Es wird ein Abkommen wie mit Kanada geben oder vielleicht gar keines. Wenn es gar keines gibt, dann haben wir eine paar Monate große Schwierigkeiten, doch dann werden die Politiker die Themen lösen. Denn England ist ein zu wichtiger Handelspartner. Es würde ja kein Airbus mehr fertig werden, wenn keine Tragflächen mehr aus England nach Toulouse geliefert werden. Ich halte den Brexit nicht für den richtigen Weg und war dagegen. Aber nun müssen wir die Dinge so auf die Reihe bringen.
Chinesische Unternehmen investieren verstärkt in deutsche Mittelständler. Wie beurteilen Sie diese Expansion?
Die Tatsache, dass sie investieren, ist nicht das Gefährliche. Viel größer ist die Gefahr, dass die Chinesen in ihrem eigenen Land staatlich beschützte Großunternehmen aufbauen, die dann im Inland ihre Produkte und Dienstleistungen so lange verbessern, bis sie Weltstandard haben. Und danach greifen sie auf dem Weltmarkt an und erobern Branche für Branche, ganz systematisch. Für mich ist diese Vorgehensweise der Volksrepublik ein Alarmsignal.
Verlieren wir also das Rennen um die Elektromobilität?
In der Elektromobilität hat der chinesische Staat entschieden, dass 25 Großstädte jeweils 3000 Elektrobusse einsetzen müssen. Das sind 75 000 Elektrobusse. Dazu haben die Chinesen sechs Werke gebaut, um diese Busse zu bauen. Und wer 75 000 Busse gebaut hat, der weiß, wie man einen Elektrobus baut.
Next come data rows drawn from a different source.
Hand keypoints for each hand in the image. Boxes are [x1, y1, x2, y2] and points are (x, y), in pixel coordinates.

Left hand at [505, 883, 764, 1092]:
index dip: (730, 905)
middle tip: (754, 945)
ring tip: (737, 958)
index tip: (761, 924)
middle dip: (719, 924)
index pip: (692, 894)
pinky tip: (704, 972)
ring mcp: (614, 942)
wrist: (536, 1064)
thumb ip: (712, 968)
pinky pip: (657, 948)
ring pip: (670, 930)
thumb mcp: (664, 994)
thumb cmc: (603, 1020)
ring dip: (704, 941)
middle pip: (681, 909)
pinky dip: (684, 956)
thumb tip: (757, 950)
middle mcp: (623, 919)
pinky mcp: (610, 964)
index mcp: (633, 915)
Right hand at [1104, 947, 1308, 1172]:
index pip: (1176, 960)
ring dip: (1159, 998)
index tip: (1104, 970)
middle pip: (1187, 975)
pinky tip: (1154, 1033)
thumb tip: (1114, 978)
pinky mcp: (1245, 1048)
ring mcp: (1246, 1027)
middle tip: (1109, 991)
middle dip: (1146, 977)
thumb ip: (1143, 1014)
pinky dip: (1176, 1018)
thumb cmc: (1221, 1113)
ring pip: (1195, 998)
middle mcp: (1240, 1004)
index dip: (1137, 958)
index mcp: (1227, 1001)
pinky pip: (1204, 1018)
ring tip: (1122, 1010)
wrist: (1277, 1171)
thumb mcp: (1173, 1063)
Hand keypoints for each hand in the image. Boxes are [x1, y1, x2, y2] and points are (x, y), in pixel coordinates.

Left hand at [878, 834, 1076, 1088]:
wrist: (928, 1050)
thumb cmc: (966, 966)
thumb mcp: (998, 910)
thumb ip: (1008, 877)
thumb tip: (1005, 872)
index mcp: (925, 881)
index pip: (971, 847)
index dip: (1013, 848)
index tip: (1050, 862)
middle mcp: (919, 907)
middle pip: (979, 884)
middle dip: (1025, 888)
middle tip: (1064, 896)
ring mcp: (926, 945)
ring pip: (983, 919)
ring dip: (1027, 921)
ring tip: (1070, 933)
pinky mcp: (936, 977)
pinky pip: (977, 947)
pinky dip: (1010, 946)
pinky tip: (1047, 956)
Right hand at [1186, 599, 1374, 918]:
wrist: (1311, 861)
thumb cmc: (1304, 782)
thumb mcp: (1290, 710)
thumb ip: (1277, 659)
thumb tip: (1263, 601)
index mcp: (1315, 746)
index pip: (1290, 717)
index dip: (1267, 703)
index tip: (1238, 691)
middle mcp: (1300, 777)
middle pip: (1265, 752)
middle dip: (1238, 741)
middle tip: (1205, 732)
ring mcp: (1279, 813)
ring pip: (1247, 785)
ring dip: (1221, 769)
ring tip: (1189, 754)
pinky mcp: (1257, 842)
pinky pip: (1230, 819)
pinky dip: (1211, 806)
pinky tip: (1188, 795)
Was ist die Gegenstrategie?
Das werden Sie nun vielleicht nicht gerne hören, aber wir müssen das tun, was Donald Trump sagt: Wenn die Chinesen ihre Märkte nicht für unsere Produkte öffnen, dann öffnen wir unsere Märkte für deren Produkte nicht. Wir müssen die Chance haben, den chinesischen Konzernen vor Ort Konkurrenz zu machen, und dazu muss man in den Markt rein. Aber wenn China seine Märkte abriegelt, die chinesischen Unternehmen sich intern Konkurrenz machen, ihre Produkte verbessern und dann aus diesem geschützten Bereich auf den Weltmarkt gehen, ist das nicht fair.
Kann die Europäische Union einen Gegenpol bilden?
Ja, wenn die Europäische Union als Wirtschaftsgemeinschaft zusammensteht und mit einer Stimme spricht. Wir haben nur eine Chance auf der Welt, wenn Europa sich zusammenrauft. Wir müssen unsere 500 Millionen Verbraucher bündeln, um auf der Welt Einfluss zu haben.